Collected data entries
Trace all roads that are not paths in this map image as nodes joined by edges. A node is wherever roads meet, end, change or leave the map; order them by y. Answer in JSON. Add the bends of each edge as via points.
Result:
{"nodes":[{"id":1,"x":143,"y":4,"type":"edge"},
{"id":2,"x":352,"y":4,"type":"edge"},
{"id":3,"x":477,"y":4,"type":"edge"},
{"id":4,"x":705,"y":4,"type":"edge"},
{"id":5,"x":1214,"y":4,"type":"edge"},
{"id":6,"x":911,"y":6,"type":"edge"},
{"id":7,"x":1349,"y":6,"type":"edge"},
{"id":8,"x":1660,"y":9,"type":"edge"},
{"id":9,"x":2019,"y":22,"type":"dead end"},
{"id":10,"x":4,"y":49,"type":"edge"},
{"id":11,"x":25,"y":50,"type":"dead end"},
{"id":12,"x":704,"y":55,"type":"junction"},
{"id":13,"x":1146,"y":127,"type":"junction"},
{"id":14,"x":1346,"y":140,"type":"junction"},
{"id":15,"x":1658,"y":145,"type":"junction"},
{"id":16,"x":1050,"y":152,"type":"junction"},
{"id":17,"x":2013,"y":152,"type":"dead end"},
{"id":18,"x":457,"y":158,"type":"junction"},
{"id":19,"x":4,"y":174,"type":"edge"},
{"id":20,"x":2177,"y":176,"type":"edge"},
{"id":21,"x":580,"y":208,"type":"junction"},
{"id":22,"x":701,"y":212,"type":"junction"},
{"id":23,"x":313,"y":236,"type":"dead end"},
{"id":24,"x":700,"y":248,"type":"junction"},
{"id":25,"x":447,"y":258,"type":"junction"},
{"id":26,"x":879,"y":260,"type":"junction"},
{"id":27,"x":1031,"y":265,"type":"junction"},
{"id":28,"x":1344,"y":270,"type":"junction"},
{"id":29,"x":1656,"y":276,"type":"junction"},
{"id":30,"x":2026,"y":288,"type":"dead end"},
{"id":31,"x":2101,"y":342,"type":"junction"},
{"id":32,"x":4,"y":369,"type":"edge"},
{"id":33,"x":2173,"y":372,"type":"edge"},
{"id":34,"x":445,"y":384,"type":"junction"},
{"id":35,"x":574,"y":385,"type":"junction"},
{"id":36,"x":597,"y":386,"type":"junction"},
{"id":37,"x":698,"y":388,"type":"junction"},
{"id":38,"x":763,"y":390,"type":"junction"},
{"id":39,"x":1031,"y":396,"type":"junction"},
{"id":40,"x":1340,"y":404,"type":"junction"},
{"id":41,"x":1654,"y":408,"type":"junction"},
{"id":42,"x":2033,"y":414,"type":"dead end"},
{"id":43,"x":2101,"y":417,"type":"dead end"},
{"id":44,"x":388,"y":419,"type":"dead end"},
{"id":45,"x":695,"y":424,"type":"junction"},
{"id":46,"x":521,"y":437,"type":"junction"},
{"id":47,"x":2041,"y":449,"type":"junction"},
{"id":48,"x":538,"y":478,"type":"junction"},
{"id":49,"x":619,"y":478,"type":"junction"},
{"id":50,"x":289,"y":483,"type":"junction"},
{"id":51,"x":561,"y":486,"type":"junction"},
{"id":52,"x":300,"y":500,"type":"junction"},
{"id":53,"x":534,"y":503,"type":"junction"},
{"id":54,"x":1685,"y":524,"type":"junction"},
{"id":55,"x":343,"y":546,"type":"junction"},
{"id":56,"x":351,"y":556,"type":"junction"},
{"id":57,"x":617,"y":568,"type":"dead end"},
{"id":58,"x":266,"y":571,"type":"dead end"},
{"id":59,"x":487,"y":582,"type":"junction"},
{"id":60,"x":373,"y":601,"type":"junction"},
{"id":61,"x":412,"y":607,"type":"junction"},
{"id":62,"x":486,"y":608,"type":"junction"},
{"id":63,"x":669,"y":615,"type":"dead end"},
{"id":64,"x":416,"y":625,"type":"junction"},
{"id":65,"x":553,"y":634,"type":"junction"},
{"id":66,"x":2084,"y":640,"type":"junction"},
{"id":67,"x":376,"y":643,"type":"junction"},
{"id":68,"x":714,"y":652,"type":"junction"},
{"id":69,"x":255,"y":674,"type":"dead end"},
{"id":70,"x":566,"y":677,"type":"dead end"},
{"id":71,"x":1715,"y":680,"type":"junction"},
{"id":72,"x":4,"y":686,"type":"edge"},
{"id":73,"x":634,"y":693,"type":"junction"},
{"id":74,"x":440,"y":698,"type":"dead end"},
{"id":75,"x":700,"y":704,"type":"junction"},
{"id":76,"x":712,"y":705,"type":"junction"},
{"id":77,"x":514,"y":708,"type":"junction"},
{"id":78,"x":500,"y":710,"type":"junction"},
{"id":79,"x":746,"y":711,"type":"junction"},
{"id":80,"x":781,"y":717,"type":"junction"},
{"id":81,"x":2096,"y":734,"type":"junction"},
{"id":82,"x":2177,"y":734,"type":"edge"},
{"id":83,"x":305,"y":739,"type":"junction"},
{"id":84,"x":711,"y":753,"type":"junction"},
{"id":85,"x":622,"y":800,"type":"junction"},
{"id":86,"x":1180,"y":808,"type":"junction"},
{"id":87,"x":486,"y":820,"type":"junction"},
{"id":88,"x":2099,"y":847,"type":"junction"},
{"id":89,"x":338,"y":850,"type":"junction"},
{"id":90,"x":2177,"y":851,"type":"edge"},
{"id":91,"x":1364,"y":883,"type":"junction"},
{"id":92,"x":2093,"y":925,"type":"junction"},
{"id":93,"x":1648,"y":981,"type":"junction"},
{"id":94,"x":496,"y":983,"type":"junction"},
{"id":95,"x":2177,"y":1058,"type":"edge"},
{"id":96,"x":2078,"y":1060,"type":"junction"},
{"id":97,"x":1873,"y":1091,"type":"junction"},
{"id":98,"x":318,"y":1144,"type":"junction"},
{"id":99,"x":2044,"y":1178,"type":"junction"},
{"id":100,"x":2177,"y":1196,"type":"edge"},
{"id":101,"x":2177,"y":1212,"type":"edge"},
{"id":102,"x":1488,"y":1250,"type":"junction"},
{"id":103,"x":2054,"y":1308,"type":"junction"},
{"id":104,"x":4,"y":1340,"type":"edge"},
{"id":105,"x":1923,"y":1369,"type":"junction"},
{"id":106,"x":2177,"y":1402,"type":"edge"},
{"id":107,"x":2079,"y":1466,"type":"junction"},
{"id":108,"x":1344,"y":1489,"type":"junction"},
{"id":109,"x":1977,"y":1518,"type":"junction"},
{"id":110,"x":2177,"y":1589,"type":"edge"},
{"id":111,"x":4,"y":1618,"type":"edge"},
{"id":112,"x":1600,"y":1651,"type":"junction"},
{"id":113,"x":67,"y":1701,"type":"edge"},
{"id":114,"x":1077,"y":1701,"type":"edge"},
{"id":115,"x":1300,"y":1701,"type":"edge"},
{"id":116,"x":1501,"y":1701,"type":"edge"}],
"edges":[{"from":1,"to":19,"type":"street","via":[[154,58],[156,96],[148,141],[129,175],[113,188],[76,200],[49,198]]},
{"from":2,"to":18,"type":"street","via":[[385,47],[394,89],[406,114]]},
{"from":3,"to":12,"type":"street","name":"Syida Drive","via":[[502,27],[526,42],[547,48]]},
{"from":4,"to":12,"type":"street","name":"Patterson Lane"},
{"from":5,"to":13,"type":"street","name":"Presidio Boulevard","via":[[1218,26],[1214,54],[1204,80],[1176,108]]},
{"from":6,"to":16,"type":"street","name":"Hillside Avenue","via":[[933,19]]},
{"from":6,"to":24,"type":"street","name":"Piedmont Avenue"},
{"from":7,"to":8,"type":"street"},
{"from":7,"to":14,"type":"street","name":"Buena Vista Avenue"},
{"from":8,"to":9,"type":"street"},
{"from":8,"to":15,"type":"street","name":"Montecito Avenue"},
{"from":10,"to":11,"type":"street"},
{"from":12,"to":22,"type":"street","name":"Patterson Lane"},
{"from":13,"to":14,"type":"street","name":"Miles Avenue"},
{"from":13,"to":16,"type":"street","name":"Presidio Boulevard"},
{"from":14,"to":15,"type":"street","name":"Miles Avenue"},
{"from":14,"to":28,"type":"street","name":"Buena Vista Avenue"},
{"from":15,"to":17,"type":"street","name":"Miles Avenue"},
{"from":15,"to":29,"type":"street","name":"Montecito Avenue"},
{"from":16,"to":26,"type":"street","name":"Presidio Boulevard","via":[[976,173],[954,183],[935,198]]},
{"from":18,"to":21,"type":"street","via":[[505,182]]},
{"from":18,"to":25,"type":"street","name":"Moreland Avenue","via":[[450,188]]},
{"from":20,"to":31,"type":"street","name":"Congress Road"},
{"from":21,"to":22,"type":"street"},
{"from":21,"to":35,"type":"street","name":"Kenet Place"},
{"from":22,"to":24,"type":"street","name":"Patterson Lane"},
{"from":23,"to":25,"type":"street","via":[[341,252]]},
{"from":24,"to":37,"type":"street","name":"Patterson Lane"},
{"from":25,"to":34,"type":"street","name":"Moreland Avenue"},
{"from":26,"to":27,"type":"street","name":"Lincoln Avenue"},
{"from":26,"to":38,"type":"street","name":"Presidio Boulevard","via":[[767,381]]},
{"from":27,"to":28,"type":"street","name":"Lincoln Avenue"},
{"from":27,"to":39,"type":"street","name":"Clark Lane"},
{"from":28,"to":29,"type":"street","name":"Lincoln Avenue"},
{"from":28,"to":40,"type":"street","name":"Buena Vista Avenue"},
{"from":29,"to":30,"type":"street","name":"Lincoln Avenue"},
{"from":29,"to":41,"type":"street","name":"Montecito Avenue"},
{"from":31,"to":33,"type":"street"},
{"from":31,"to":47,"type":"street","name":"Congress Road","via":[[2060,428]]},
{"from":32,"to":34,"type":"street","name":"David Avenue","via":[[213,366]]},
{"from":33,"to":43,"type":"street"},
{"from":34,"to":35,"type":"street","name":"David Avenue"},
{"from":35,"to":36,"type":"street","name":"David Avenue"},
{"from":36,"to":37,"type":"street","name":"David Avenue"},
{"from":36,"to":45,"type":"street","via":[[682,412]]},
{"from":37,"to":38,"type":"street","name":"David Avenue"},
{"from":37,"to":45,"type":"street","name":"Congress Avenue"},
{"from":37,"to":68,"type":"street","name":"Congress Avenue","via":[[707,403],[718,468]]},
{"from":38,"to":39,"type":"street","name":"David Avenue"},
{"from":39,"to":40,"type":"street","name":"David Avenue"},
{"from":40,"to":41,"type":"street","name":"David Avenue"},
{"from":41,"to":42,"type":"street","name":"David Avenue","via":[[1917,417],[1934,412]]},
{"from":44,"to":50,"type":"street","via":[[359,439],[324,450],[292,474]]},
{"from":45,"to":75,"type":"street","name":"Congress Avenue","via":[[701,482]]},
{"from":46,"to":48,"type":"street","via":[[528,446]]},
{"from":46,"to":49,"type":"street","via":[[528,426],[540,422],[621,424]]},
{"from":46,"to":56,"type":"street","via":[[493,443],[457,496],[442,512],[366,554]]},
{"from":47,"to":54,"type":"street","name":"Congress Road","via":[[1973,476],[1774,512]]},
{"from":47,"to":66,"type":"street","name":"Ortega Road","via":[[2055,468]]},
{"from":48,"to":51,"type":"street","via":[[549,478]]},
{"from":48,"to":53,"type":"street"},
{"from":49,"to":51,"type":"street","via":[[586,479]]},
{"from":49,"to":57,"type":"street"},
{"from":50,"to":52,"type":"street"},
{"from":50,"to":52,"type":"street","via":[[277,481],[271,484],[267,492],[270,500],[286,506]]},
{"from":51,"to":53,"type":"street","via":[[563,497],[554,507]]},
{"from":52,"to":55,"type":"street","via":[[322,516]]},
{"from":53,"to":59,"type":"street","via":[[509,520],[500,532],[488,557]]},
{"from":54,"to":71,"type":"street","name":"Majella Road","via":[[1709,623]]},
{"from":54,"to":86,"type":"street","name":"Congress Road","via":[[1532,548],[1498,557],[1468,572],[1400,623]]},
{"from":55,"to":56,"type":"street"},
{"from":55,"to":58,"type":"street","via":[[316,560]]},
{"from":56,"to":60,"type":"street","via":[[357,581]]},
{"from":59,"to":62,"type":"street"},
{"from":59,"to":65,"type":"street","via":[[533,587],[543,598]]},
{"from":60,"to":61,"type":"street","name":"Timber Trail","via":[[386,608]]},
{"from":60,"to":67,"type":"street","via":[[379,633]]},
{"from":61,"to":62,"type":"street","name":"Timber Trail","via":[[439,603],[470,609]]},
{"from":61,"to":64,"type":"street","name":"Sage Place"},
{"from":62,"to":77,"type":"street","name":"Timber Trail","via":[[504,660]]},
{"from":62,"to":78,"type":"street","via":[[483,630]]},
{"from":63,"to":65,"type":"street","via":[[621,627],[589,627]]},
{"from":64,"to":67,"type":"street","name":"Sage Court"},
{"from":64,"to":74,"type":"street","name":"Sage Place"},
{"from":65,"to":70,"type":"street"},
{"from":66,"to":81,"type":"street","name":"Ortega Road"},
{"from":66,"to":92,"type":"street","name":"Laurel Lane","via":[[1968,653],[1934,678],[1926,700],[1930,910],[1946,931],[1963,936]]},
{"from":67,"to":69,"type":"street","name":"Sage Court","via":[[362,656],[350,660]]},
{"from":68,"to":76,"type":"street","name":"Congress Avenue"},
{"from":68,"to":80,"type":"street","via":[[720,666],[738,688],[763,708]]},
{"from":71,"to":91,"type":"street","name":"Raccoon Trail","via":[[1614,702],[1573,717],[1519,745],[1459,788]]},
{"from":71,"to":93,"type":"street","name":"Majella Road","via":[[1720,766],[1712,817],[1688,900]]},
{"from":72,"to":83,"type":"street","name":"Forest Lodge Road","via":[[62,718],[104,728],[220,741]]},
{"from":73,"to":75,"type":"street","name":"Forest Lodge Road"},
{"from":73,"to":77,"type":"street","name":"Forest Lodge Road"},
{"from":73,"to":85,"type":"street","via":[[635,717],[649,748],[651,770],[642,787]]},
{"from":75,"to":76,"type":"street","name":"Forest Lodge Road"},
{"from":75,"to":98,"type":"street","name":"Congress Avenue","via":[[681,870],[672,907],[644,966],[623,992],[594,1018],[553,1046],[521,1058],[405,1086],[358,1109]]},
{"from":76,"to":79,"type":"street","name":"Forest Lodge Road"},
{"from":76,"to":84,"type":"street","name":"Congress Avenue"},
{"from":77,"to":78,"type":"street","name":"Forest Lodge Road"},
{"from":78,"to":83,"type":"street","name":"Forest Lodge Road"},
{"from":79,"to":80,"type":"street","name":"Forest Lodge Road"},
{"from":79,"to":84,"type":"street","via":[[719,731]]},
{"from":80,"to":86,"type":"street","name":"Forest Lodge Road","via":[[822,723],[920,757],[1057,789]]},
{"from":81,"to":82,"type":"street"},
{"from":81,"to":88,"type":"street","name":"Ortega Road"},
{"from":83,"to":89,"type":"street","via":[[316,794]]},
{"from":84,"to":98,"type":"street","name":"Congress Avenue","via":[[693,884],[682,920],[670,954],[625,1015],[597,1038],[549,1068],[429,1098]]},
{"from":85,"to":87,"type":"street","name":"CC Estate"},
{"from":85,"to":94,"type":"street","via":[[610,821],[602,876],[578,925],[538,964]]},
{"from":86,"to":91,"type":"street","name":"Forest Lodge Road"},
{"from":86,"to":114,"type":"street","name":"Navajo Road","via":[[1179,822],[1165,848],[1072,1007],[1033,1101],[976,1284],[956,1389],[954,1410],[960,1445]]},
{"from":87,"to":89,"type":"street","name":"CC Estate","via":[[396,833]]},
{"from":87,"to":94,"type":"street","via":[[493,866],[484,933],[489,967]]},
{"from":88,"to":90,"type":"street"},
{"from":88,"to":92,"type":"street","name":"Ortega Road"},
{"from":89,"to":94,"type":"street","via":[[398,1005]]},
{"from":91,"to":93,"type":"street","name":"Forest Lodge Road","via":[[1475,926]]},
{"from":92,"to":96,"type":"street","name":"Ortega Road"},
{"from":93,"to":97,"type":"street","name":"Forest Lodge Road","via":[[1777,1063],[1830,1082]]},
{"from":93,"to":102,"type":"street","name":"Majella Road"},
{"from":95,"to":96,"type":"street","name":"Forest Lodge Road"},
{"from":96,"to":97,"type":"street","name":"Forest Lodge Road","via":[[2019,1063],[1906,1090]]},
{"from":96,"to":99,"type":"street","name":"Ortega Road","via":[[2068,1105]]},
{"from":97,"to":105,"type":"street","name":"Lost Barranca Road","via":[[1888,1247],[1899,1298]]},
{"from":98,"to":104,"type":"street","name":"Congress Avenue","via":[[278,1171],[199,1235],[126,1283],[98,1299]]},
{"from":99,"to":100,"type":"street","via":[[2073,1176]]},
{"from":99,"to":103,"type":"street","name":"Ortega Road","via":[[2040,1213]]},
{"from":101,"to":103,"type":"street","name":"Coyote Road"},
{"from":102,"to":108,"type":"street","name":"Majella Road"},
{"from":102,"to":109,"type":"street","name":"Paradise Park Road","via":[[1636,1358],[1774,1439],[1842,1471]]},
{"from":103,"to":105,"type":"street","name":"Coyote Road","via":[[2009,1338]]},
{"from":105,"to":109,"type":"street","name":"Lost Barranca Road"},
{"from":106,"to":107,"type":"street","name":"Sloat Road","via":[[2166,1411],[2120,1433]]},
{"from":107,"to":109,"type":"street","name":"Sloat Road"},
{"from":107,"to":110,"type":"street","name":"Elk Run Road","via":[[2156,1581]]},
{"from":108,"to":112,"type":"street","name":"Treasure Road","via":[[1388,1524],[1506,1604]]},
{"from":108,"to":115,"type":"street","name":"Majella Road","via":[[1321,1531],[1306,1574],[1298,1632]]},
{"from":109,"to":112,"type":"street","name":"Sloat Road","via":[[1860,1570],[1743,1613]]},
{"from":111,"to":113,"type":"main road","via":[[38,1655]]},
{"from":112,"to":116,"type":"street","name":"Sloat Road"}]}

Exercise directions
Look through the records above for the string "Sloat", then copy every line that has it.

Exercise output
{"from":106,"to":107,"type":"street","name":"Sloat Road","via":[[2166,1411],[2120,1433]]},
{"from":107,"to":109,"type":"street","name":"Sloat Road"},
{"from":109,"to":112,"type":"street","name":"Sloat Road","via":[[1860,1570],[1743,1613]]},
{"from":112,"to":116,"type":"street","name":"Sloat Road"}]}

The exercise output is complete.